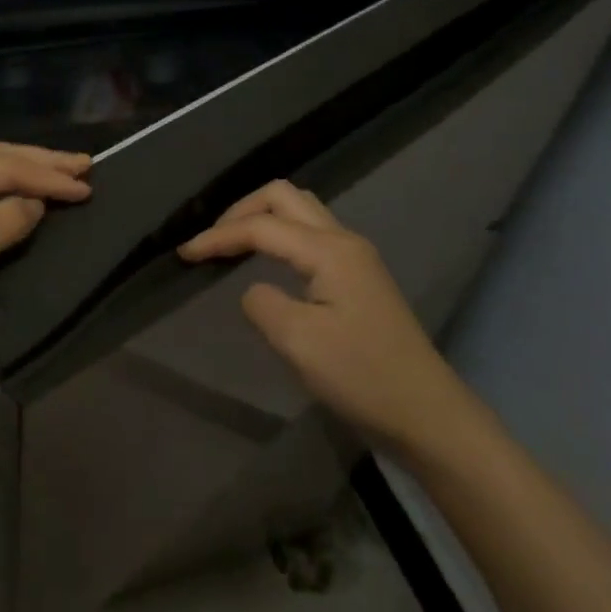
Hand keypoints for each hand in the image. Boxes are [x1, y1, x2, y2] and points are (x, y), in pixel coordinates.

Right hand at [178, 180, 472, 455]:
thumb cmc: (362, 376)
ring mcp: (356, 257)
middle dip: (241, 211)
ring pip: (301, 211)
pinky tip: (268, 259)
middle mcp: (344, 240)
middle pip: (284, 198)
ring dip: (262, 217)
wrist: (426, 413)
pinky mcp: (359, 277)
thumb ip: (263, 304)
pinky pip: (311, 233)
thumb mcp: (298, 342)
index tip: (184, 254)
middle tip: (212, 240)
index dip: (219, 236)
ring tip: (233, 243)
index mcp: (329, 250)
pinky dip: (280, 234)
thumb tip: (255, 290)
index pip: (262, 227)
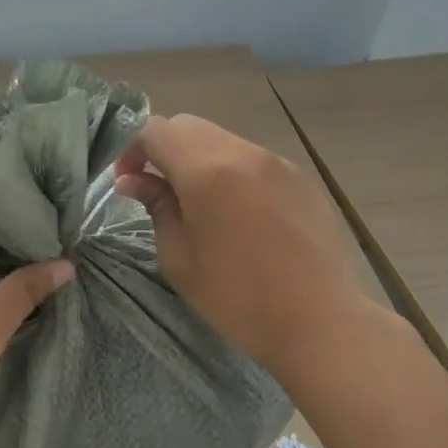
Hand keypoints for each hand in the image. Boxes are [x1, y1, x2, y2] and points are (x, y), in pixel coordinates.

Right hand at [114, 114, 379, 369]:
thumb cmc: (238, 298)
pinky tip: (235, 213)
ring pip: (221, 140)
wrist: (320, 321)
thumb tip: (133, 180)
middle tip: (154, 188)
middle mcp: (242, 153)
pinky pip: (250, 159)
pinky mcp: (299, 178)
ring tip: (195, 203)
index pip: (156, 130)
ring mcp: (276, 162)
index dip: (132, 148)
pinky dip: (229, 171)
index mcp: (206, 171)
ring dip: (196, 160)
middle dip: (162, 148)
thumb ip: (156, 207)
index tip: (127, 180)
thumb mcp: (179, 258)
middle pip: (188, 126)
════════════════
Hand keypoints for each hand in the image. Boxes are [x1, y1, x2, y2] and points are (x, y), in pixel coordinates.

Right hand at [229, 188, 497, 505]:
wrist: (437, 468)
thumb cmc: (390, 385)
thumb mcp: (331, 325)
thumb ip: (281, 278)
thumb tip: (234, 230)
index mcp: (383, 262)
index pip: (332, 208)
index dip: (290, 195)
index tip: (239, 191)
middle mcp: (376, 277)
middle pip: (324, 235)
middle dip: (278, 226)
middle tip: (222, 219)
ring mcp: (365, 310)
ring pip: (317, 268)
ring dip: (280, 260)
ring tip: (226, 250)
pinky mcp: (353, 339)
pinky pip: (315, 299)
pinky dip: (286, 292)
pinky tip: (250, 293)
════════════════
**WORK INSTRUCTIONS**
From the material above, copy exactly the lines between the line holding "wrist: (320, 321)" and the line holding "middle pip: (188, 126)", inclusive, and only those.

**RESPONSE AREA**
wrist: (320, 321)
thumb tip: (133, 180)
middle tip: (154, 188)
middle mcp: (242, 153)
pinky pip: (250, 159)
pinky mcp: (299, 178)
ring tip: (195, 203)
index pip: (156, 130)
ring mcp: (276, 162)
index dip: (132, 148)
pinky dip: (229, 171)
index mcp: (206, 171)
ring dip: (196, 160)
middle dip: (162, 148)
thumb ip: (156, 207)
index tip: (127, 180)
thumb mcp: (179, 258)
middle pip: (188, 126)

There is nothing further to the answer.